TASK DIRECTIONS ▸ With the pictures left out, repeat every entry that follows exactly.

[Collected data entries]
———

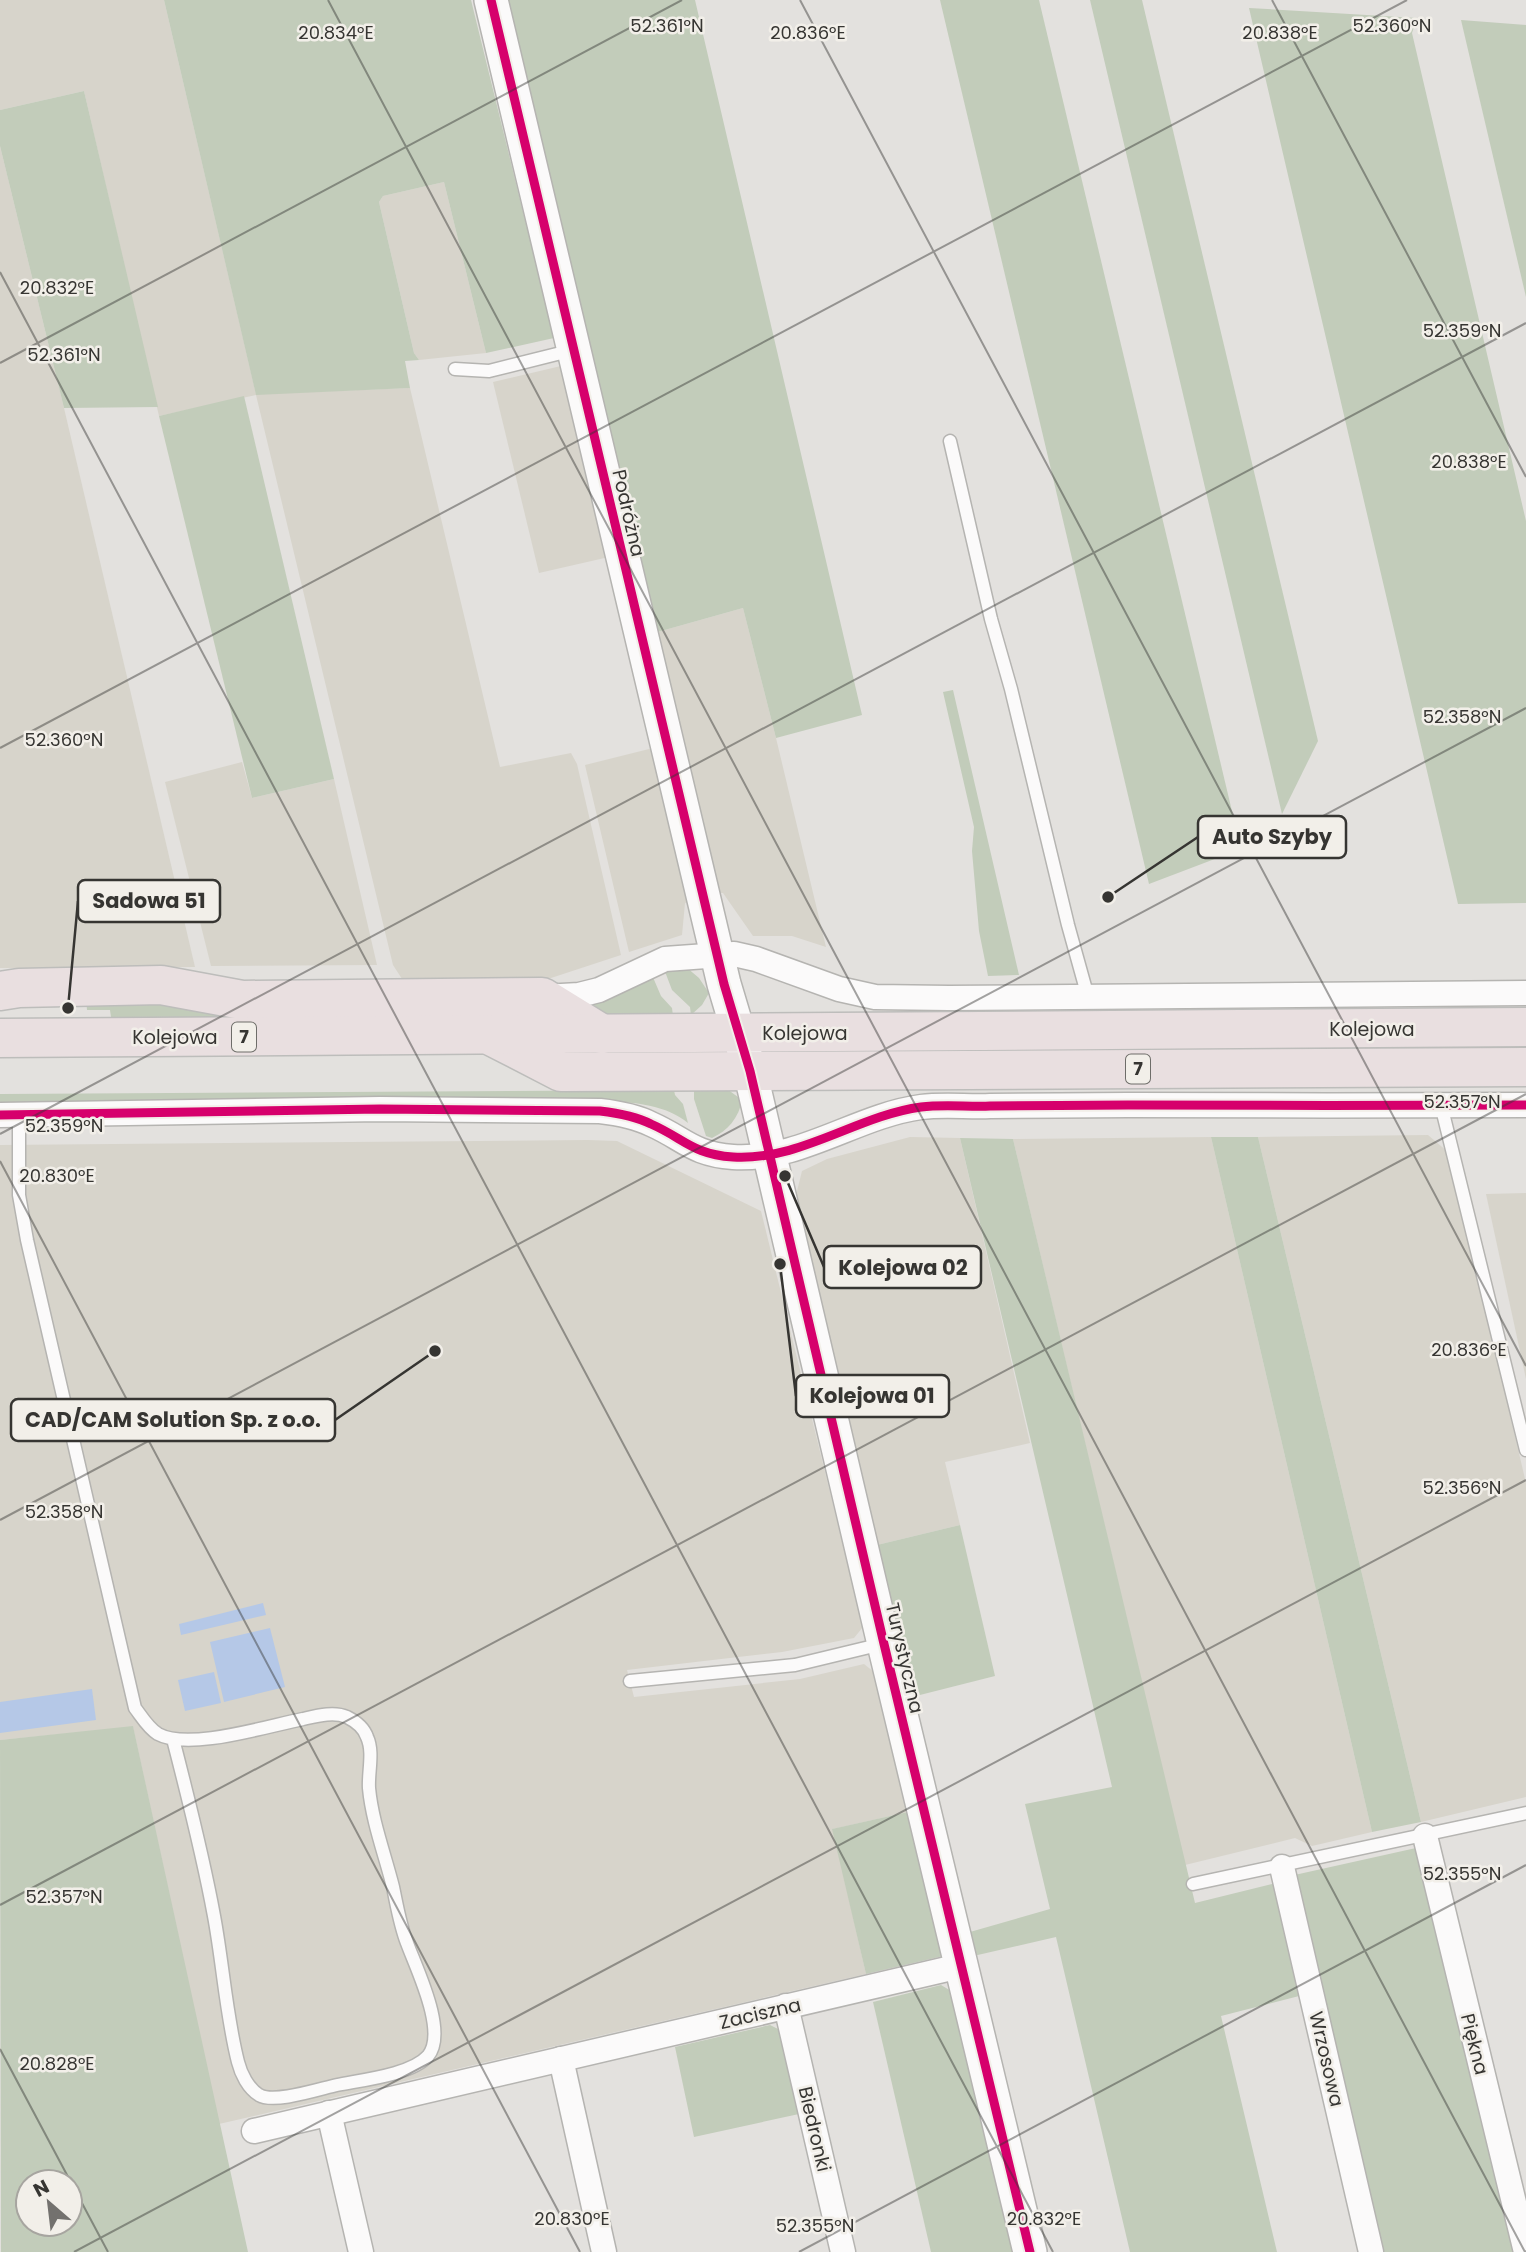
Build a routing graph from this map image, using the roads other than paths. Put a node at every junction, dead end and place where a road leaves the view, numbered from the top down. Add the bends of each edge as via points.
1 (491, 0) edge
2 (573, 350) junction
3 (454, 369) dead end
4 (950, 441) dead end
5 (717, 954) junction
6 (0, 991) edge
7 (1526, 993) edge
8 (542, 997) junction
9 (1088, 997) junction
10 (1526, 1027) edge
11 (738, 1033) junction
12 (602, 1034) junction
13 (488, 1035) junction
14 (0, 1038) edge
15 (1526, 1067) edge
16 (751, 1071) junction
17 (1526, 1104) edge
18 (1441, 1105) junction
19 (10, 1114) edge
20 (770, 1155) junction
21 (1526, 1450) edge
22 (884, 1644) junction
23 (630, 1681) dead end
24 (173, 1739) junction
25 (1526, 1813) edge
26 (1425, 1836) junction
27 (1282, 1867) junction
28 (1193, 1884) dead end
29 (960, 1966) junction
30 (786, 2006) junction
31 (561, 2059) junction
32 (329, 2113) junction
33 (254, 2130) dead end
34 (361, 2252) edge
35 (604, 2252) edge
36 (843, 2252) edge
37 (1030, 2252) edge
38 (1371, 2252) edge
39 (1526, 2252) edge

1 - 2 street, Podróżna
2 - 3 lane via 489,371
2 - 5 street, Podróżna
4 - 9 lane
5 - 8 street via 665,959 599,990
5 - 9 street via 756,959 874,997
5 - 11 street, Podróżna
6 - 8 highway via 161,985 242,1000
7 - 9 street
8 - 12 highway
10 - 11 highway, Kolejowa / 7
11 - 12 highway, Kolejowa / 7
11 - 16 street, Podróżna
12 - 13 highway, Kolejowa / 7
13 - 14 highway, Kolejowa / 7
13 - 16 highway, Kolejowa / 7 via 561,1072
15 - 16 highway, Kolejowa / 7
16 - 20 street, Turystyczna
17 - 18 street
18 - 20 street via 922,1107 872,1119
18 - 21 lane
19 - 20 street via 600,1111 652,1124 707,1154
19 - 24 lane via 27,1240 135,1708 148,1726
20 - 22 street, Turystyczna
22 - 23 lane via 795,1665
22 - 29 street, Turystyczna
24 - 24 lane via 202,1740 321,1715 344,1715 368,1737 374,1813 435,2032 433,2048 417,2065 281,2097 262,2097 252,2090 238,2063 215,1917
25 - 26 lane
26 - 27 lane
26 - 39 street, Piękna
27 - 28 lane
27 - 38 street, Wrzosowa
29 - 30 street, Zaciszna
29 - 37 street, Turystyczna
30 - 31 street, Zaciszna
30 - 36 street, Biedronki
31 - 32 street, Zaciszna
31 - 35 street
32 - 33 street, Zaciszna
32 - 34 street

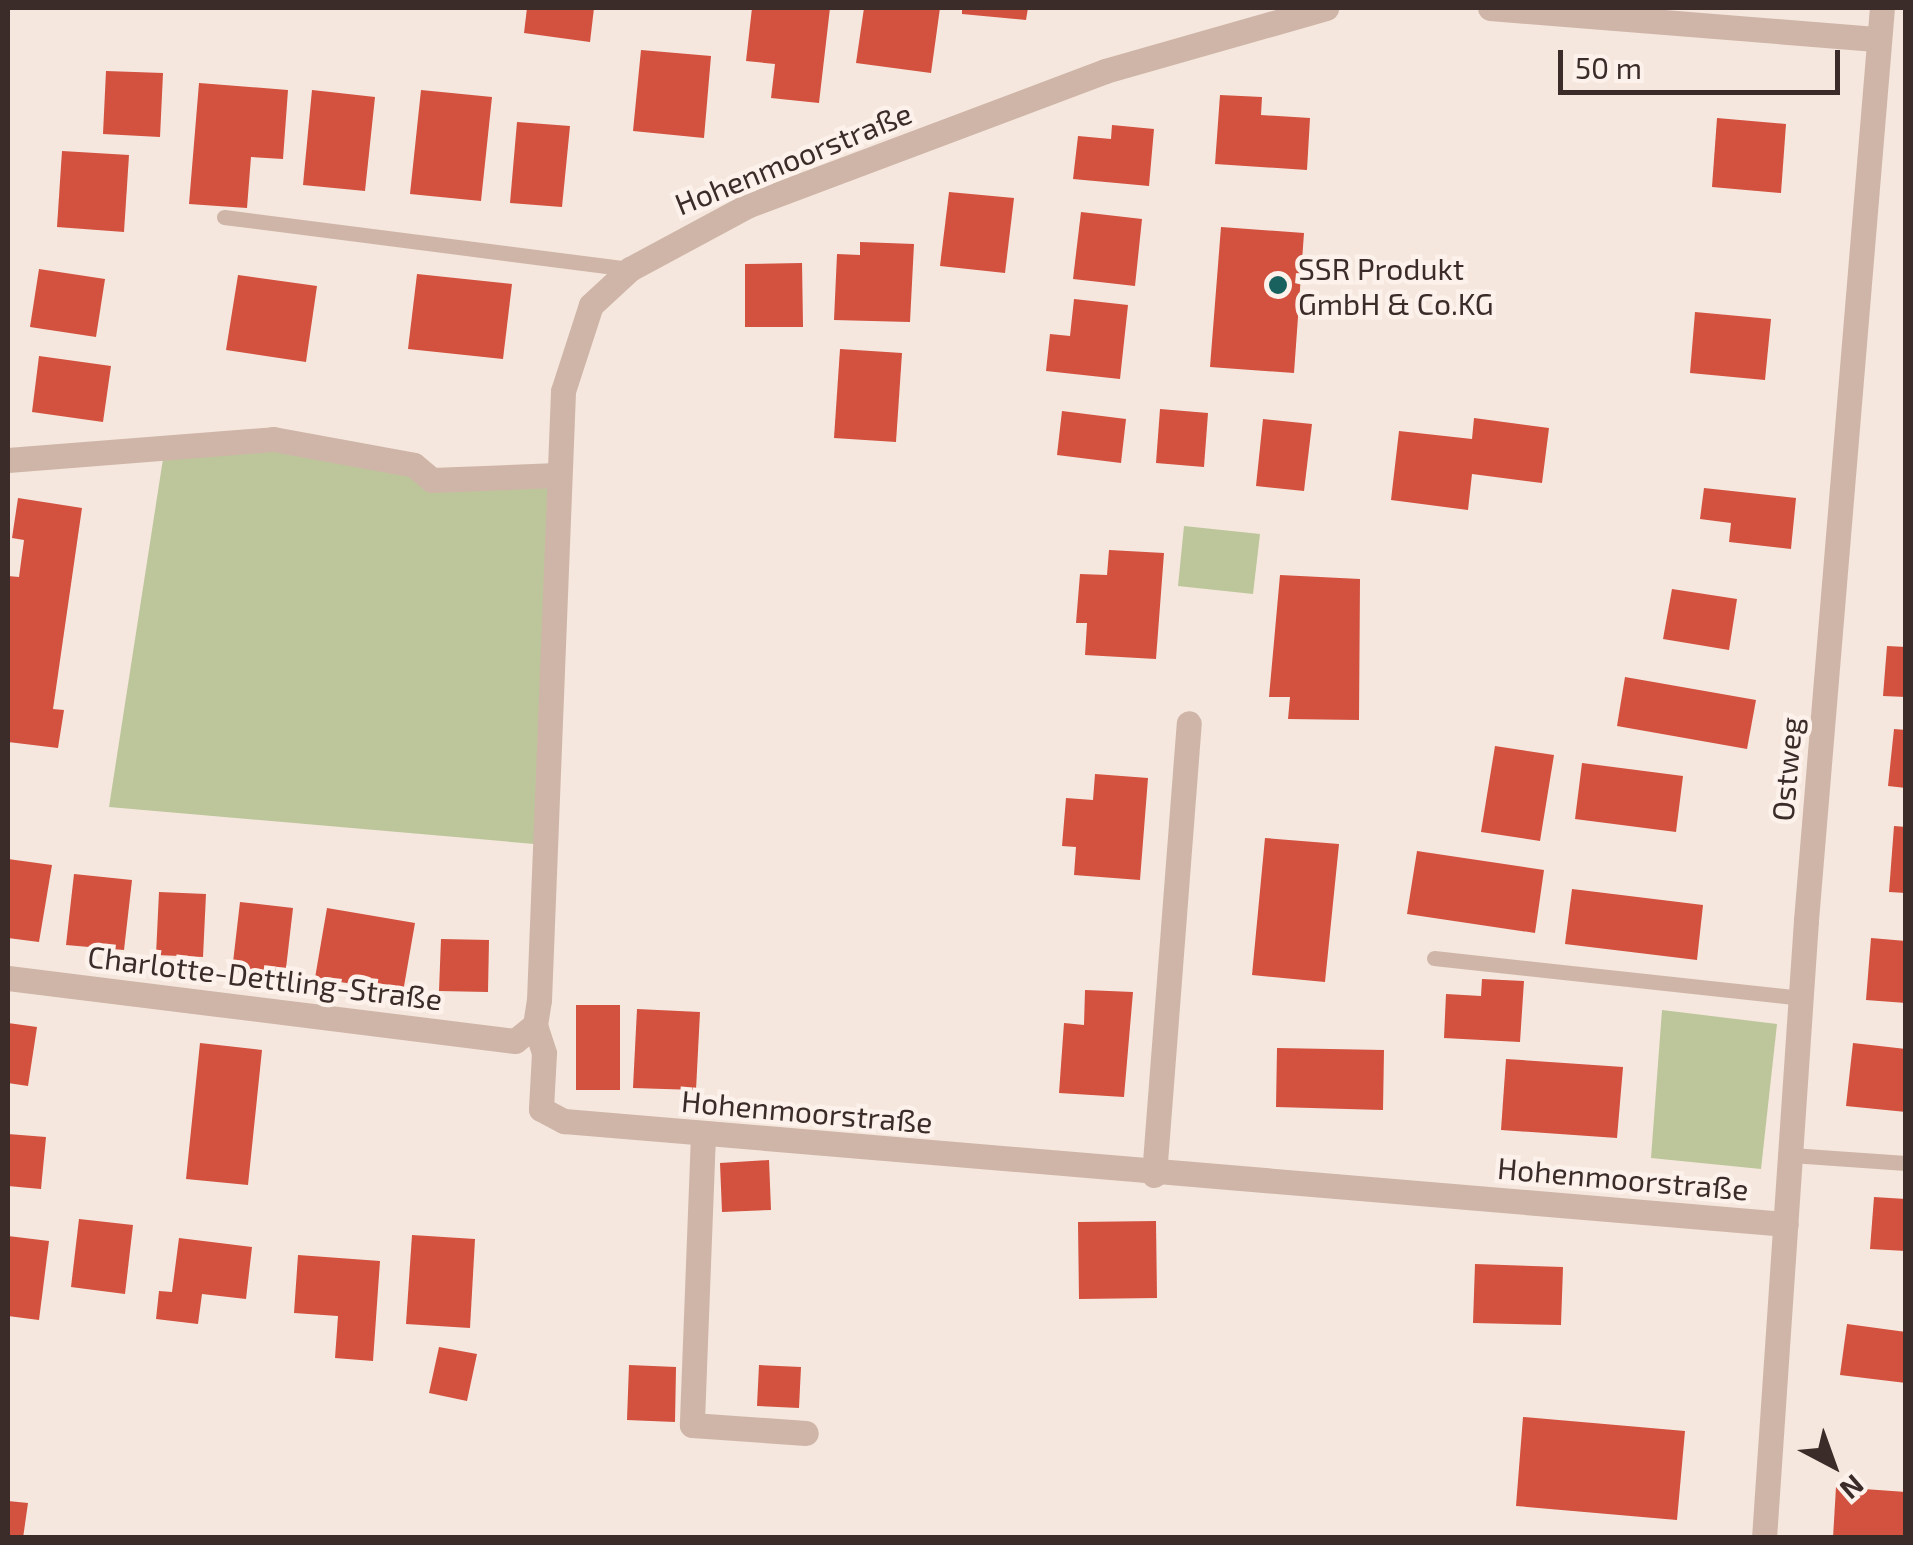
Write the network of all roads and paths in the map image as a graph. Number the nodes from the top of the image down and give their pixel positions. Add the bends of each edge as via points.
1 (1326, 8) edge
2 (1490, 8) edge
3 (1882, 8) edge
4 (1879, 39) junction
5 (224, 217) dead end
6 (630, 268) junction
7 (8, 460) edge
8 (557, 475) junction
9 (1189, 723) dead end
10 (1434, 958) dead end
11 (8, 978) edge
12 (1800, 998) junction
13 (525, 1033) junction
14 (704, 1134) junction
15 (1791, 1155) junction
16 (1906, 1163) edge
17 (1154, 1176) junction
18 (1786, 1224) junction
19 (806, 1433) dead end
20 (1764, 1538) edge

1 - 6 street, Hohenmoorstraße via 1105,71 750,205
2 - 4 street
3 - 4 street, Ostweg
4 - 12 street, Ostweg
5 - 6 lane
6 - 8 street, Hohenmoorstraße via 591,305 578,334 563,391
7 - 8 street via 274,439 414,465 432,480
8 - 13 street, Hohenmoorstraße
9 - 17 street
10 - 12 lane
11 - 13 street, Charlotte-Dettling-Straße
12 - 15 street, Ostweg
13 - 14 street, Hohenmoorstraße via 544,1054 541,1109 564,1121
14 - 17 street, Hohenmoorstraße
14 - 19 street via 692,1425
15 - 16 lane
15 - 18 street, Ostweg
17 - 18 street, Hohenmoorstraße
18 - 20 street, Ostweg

———

SOLUTION ▸
Build a routing graph from this map image, using the roads other than paths. Put a node at every junction, dead end and place where a road leaves the view, numbered from the top down. Add the bends of each edge as via points.
1 (491, 0) edge
2 (573, 350) junction
3 (454, 369) dead end
4 (950, 441) dead end
5 (717, 954) junction
6 (0, 991) edge
7 (1526, 993) edge
8 (542, 997) junction
9 (1088, 997) junction
10 (1526, 1027) edge
11 (738, 1033) junction
12 (602, 1034) junction
13 (488, 1035) junction
14 (0, 1038) edge
15 (1526, 1067) edge
16 (751, 1071) junction
17 (1526, 1104) edge
18 (1441, 1105) junction
19 (10, 1114) edge
20 (770, 1155) junction
21 (1526, 1450) edge
22 (884, 1644) junction
23 (630, 1681) dead end
24 (173, 1739) junction
25 (1526, 1813) edge
26 (1425, 1836) junction
27 (1282, 1867) junction
28 (1193, 1884) dead end
29 (960, 1966) junction
30 (786, 2006) junction
31 (561, 2059) junction
32 (329, 2113) junction
33 (254, 2130) dead end
34 (361, 2252) edge
35 (604, 2252) edge
36 (843, 2252) edge
37 (1030, 2252) edge
38 (1371, 2252) edge
39 (1526, 2252) edge

1 - 2 street, Podróżna
2 - 3 lane via 489,371
2 - 5 street, Podróżna
4 - 9 lane
5 - 8 street via 665,959 599,990
5 - 9 street via 756,959 874,997
5 - 11 street, Podróżna
6 - 8 highway via 161,985 242,1000
7 - 9 street
8 - 12 highway
10 - 11 highway, Kolejowa / 7
11 - 12 highway, Kolejowa / 7
11 - 16 street, Podróżna
12 - 13 highway, Kolejowa / 7
13 - 14 highway, Kolejowa / 7
13 - 16 highway, Kolejowa / 7 via 561,1072
15 - 16 highway, Kolejowa / 7
16 - 20 street, Turystyczna
17 - 18 street
18 - 20 street via 922,1107 872,1119
18 - 21 lane
19 - 20 street via 600,1111 652,1124 707,1154
19 - 24 lane via 27,1240 135,1708 148,1726
20 - 22 street, Turystyczna
22 - 23 lane via 795,1665
22 - 29 street, Turystyczna
24 - 24 lane via 202,1740 321,1715 344,1715 368,1737 374,1813 435,2032 433,2048 417,2065 281,2097 262,2097 252,2090 238,2063 215,1917
25 - 26 lane
26 - 27 lane
26 - 39 street, Piękna
27 - 28 lane
27 - 38 street, Wrzosowa
29 - 30 street, Zaciszna
29 - 37 street, Turystyczna
30 - 31 street, Zaciszna
30 - 36 street, Biedronki
31 - 32 street, Zaciszna
31 - 35 street
32 - 33 street, Zaciszna
32 - 34 street

Write the network of all roads and paths in the map image as a graph. Number the nodes from the top of the image down and give their pixel positions. Add the bends of each edge as via points.
1 (1326, 8) edge
2 (1490, 8) edge
3 (1882, 8) edge
4 (1879, 39) junction
5 (224, 217) dead end
6 (630, 268) junction
7 (8, 460) edge
8 (557, 475) junction
9 (1189, 723) dead end
10 (1434, 958) dead end
11 (8, 978) edge
12 (1800, 998) junction
13 (525, 1033) junction
14 (704, 1134) junction
15 (1791, 1155) junction
16 (1906, 1163) edge
17 (1154, 1176) junction
18 (1786, 1224) junction
19 (806, 1433) dead end
20 (1764, 1538) edge

1 - 6 street, Hohenmoorstraße via 1105,71 750,205
2 - 4 street
3 - 4 street, Ostweg
4 - 12 street, Ostweg
5 - 6 lane
6 - 8 street, Hohenmoorstraße via 591,305 578,334 563,391
7 - 8 street via 274,439 414,465 432,480
8 - 13 street, Hohenmoorstraße
9 - 17 street
10 - 12 lane
11 - 13 street, Charlotte-Dettling-Straße
12 - 15 street, Ostweg
13 - 14 street, Hohenmoorstraße via 544,1054 541,1109 564,1121
14 - 17 street, Hohenmoorstraße
14 - 19 street via 692,1425
15 - 16 lane
15 - 18 street, Ostweg
17 - 18 street, Hohenmoorstraße
18 - 20 street, Ostweg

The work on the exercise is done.